Add the flank steak to a large pot and add enough water to just cover. Set over high heat and bring to a steady simmer. Reduce the heat to medium and use a spoon to discard any foam that rises to the surface of the water, around 10 minutes.
Add the carrots, onion, bell pepper, garlic, bay leaves, 1 teaspoon salt and ½ teaspoon black peppercorns. Bring the liquid to a boil, cover with a lid, reduce the heat to low and cook until the steak can be easily shredded, around 1.5 hours.
Transfer the steak to a tray and let cool. Discard the vegetables and pour the cooking broth through a sieve into a bowl. Reserve 1 cup of the cooking broth and set aside. Leftover broth can be stored in sealed jars and frozen up to 6 months.

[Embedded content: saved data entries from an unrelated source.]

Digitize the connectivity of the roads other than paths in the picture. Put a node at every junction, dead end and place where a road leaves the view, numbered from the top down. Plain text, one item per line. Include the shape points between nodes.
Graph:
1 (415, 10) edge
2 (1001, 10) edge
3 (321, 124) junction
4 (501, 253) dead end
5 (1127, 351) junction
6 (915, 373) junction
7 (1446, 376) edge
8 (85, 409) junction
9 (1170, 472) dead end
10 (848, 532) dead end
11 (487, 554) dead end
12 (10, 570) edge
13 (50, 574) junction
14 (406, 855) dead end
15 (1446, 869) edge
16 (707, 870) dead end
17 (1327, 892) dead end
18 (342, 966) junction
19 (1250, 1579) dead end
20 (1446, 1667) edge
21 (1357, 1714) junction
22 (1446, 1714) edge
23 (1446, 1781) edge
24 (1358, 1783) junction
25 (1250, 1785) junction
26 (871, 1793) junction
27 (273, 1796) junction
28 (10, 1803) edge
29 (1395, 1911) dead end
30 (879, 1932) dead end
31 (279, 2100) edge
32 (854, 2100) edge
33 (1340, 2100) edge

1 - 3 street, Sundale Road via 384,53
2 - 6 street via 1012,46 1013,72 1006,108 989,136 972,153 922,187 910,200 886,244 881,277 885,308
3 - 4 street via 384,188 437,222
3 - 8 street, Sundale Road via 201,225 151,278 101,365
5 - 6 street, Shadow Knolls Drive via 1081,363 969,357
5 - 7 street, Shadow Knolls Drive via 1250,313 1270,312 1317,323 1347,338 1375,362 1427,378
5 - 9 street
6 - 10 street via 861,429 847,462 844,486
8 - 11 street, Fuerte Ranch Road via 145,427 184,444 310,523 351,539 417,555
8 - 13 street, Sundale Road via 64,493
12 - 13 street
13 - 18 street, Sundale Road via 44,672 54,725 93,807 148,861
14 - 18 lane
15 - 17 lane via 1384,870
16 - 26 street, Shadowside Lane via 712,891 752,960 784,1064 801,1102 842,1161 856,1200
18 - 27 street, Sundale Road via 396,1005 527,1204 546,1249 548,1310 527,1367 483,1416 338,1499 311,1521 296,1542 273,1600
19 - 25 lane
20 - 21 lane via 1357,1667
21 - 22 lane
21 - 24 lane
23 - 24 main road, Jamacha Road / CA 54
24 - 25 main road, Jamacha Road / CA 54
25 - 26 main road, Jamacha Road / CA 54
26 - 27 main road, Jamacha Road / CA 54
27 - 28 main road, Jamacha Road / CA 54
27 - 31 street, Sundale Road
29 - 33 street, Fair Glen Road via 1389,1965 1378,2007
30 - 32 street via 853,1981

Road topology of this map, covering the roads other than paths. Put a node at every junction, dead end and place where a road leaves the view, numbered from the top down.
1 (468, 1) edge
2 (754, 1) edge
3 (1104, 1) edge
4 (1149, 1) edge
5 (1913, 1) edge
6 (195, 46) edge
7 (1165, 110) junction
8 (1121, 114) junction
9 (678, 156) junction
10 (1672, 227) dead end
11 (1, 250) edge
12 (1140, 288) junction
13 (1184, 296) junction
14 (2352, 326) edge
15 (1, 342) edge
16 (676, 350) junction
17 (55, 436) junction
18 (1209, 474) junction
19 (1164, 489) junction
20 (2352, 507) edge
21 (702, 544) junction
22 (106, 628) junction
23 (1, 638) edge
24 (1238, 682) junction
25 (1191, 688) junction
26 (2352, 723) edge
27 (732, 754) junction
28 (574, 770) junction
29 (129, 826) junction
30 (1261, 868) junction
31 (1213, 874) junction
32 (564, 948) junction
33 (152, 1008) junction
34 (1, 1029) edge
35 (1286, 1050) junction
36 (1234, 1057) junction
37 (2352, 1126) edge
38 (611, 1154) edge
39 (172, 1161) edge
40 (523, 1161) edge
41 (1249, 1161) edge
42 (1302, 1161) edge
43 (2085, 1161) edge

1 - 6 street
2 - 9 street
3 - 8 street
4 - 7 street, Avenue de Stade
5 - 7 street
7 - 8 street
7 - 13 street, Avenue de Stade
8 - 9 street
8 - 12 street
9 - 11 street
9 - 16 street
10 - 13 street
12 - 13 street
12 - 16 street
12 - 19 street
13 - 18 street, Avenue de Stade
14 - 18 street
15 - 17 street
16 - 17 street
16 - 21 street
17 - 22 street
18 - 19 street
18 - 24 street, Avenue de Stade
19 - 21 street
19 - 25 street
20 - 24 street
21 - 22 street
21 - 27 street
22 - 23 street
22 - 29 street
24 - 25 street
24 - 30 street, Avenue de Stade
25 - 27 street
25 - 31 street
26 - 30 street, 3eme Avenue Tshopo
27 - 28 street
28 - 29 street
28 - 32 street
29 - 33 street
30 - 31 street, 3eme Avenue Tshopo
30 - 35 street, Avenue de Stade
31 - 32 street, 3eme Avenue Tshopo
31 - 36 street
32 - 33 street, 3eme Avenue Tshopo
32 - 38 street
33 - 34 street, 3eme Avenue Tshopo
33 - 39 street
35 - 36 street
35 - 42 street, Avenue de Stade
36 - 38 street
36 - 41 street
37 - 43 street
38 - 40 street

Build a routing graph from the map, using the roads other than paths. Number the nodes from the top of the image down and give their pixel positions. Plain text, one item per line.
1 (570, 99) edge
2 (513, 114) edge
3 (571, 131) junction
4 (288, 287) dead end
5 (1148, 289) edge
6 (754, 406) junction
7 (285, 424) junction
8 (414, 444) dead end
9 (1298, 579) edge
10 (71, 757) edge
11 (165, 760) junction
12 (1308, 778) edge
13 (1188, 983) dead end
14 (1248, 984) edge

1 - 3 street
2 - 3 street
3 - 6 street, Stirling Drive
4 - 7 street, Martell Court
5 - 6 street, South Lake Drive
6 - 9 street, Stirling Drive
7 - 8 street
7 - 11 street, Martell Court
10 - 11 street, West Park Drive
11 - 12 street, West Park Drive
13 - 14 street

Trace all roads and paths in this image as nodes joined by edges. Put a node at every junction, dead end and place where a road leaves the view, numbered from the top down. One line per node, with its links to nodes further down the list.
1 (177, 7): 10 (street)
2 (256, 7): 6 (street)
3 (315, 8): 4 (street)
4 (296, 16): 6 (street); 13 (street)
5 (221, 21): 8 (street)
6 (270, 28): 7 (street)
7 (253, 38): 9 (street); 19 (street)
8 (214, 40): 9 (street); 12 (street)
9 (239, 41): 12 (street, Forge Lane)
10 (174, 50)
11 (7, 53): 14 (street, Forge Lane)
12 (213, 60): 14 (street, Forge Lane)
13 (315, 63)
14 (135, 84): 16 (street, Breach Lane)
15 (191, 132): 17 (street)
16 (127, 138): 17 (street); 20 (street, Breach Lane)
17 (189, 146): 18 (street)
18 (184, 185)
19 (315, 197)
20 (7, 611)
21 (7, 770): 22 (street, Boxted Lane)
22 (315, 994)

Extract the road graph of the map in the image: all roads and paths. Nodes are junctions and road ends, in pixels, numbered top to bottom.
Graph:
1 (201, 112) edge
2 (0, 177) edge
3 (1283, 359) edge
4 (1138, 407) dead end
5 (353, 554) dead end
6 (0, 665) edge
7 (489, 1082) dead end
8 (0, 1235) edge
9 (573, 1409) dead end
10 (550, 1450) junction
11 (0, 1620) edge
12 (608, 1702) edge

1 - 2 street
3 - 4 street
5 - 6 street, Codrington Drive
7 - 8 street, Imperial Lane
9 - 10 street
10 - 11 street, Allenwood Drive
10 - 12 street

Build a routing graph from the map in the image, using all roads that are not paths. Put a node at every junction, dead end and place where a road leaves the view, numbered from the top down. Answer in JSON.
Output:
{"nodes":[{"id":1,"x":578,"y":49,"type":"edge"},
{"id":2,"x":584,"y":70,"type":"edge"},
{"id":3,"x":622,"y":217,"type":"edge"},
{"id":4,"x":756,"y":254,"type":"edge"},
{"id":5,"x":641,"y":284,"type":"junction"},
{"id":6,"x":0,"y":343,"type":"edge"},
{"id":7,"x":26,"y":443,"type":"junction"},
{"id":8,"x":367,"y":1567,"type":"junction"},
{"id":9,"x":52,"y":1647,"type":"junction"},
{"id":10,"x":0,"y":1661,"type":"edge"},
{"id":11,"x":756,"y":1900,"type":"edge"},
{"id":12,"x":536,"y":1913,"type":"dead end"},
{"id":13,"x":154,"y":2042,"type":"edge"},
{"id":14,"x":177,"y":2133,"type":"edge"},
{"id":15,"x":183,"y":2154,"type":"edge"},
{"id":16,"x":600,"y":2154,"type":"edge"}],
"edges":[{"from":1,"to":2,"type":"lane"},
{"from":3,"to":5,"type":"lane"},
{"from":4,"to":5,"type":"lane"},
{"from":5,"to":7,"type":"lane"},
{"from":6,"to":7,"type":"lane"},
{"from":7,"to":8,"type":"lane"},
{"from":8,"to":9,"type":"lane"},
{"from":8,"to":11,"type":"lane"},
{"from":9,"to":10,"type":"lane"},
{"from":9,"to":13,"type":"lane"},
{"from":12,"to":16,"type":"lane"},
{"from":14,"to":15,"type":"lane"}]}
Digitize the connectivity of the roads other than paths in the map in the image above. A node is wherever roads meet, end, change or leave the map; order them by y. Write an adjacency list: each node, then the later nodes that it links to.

Wipe the pot clean and return it to a medium heat. Add the avocado oil and heat until shimmering. Add the diced red pepper and diced onion. Season with a pinch of salt and cook, stirring occasionally, until the onions are soft and translucent, around 6 minutes. Add the garlic, cumin and oregano and cook, stirring, 60 seconds. Add the tomato paste and canned tomatoes and cook, stirring, until the liquid reduces by half in volume. Add the reserved beef broth and shredded flank steak and cook, stirring regularly, until the liquid reduces by at least half, around 10 minutes. Add the cilantro and stir to incorporate. Taste for seasoning and adjust with salt and pepper as desired.
Transfer the carne mechada to a large serving bowl and serve with the fried plantains and sliced avocado.